Task directions — Beneath this task are records; print exactly the stretch of them from the line with "Turn all roads" through the line with "Which roads connect", both ends included.

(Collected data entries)
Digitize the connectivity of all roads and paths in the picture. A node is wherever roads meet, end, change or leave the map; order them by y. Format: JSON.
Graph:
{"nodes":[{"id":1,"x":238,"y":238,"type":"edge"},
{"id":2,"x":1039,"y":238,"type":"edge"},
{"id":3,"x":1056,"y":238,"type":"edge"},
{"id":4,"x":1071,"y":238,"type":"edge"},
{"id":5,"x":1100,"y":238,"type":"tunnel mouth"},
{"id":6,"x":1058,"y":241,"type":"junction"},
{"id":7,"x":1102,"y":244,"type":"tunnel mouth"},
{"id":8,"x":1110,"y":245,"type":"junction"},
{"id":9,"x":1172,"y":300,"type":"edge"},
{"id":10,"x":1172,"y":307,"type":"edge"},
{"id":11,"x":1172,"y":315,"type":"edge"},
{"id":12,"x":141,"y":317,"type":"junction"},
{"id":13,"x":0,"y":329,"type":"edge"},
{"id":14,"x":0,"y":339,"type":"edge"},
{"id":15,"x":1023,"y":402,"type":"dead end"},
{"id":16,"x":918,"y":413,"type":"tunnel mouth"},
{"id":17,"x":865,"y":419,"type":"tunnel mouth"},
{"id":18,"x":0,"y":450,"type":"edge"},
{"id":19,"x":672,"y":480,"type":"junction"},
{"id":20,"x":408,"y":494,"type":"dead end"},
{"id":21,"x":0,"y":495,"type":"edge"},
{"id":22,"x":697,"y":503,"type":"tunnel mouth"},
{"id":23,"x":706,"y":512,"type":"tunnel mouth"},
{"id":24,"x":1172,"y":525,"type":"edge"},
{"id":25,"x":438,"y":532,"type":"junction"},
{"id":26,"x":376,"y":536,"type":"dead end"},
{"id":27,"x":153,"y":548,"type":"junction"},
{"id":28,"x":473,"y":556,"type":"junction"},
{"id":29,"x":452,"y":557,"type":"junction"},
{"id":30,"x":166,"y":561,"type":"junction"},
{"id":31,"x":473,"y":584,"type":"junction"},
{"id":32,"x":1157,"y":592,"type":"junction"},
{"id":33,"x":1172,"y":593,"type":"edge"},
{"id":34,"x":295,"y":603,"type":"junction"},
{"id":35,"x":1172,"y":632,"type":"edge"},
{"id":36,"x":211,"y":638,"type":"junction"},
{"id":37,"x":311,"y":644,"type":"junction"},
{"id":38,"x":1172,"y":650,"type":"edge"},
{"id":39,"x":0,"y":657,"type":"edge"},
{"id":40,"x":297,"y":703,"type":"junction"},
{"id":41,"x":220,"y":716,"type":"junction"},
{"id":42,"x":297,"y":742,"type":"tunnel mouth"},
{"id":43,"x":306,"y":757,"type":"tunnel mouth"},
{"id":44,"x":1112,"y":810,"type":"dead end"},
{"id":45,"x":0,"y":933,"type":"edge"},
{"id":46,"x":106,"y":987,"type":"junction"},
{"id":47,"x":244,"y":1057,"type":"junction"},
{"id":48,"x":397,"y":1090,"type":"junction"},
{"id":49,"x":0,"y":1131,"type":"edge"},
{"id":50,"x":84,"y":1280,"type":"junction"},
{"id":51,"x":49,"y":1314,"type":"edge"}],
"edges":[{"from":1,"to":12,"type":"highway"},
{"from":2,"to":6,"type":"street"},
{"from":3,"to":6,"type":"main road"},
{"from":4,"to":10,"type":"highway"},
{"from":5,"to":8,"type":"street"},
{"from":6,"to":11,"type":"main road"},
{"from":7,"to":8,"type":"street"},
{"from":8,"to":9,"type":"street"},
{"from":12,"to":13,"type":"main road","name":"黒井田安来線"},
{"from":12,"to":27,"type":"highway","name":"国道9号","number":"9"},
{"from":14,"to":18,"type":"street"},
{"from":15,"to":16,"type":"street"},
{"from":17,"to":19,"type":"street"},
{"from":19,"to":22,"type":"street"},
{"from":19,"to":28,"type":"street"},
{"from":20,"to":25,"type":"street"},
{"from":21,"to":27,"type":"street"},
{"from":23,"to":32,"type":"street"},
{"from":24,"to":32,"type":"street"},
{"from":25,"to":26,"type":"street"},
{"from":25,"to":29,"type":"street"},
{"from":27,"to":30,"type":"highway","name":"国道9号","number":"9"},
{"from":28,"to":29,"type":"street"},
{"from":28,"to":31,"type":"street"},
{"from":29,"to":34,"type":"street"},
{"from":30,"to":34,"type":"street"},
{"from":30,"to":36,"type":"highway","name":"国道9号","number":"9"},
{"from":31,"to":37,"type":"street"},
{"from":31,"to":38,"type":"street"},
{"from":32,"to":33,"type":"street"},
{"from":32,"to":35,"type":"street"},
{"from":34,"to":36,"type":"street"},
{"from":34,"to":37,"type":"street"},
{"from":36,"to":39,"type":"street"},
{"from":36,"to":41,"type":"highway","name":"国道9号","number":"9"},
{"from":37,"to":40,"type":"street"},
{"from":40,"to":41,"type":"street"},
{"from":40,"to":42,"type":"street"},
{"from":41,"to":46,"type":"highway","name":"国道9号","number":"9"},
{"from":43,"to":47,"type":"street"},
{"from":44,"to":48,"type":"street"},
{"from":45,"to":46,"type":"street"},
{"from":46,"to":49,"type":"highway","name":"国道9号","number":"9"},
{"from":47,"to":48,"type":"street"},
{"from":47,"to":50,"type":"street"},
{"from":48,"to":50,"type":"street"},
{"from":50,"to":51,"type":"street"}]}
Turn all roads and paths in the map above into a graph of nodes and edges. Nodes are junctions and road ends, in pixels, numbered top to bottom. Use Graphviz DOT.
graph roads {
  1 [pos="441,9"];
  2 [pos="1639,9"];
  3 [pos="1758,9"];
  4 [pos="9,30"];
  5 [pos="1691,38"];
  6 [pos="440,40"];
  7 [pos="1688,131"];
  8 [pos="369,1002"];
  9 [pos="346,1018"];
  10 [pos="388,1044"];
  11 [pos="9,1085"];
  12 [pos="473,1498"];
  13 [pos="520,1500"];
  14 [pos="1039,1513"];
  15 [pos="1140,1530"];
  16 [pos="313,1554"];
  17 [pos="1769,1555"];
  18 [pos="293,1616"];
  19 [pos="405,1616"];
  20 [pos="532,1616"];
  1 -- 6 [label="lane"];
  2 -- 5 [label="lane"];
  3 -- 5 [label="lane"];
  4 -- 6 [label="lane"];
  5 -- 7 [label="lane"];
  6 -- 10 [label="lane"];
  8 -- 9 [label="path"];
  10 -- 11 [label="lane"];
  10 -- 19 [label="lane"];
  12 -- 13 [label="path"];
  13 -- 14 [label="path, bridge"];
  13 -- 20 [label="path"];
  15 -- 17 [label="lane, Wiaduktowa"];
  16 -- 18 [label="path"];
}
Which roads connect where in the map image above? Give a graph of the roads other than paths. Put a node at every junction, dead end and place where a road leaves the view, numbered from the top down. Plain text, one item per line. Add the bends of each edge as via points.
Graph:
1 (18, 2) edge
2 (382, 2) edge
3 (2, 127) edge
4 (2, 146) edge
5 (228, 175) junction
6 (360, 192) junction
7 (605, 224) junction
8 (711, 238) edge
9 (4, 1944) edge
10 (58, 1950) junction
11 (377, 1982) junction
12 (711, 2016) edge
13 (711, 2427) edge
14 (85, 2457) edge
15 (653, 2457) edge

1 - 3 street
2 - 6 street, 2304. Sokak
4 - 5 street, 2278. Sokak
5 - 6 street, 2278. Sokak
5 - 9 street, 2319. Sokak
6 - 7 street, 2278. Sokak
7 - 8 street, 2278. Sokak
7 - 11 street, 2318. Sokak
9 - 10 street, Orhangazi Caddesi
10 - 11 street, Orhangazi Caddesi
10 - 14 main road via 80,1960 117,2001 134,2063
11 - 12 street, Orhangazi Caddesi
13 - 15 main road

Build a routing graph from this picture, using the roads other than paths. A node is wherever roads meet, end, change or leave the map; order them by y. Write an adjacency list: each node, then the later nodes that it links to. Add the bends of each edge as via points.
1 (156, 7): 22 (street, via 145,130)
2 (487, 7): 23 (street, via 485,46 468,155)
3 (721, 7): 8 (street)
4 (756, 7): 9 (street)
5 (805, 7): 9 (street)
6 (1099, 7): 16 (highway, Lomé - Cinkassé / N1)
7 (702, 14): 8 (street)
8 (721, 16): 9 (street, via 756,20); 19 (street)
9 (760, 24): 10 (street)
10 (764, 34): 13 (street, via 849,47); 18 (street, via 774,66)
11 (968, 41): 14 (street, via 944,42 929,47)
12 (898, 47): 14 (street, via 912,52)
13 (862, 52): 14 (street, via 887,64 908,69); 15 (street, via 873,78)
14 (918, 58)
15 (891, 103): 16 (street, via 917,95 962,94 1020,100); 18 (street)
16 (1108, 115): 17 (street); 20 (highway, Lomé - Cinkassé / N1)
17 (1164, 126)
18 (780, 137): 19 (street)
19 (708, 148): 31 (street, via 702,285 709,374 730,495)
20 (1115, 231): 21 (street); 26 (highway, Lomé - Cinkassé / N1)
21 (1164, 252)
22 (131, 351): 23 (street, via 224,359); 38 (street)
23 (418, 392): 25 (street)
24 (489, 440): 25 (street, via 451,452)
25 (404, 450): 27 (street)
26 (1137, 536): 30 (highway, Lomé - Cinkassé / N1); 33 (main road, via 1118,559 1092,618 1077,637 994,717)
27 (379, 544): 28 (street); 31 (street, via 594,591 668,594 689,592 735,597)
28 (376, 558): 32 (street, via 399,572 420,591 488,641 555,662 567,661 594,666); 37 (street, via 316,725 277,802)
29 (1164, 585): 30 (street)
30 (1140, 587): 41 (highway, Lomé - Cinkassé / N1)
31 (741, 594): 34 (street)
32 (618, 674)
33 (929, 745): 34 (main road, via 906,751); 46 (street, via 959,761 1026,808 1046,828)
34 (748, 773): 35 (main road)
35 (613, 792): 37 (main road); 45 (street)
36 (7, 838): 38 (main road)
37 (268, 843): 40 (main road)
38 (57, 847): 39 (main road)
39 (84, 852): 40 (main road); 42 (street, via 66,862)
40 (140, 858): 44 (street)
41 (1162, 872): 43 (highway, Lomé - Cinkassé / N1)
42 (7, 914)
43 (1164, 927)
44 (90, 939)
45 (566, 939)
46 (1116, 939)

Reply to the exercise —
Turn all roads and paths in the map above into a graph of nodes and edges. Nodes are junctions and road ends, in pixels, numbered top to bottom. Use Graphviz DOT.
graph roads {
  1 [pos="441,9"];
  2 [pos="1639,9"];
  3 [pos="1758,9"];
  4 [pos="9,30"];
  5 [pos="1691,38"];
  6 [pos="440,40"];
  7 [pos="1688,131"];
  8 [pos="369,1002"];
  9 [pos="346,1018"];
  10 [pos="388,1044"];
  11 [pos="9,1085"];
  12 [pos="473,1498"];
  13 [pos="520,1500"];
  14 [pos="1039,1513"];
  15 [pos="1140,1530"];
  16 [pos="313,1554"];
  17 [pos="1769,1555"];
  18 [pos="293,1616"];
  19 [pos="405,1616"];
  20 [pos="532,1616"];
  1 -- 6 [label="lane"];
  2 -- 5 [label="lane"];
  3 -- 5 [label="lane"];
  4 -- 6 [label="lane"];
  5 -- 7 [label="lane"];
  6 -- 10 [label="lane"];
  8 -- 9 [label="path"];
  10 -- 11 [label="lane"];
  10 -- 19 [label="lane"];
  12 -- 13 [label="path"];
  13 -- 14 [label="path, bridge"];
  13 -- 20 [label="path"];
  15 -- 17 [label="lane, Wiaduktowa"];
  16 -- 18 [label="path"];
}
Which roads connect where in the map image above? Give a graph of the roads other than paths. Put a node at every junction, dead end and place where a road leaves the view, numbered from the top down. Plain text, one item per line. Add the bends of each edge as via points.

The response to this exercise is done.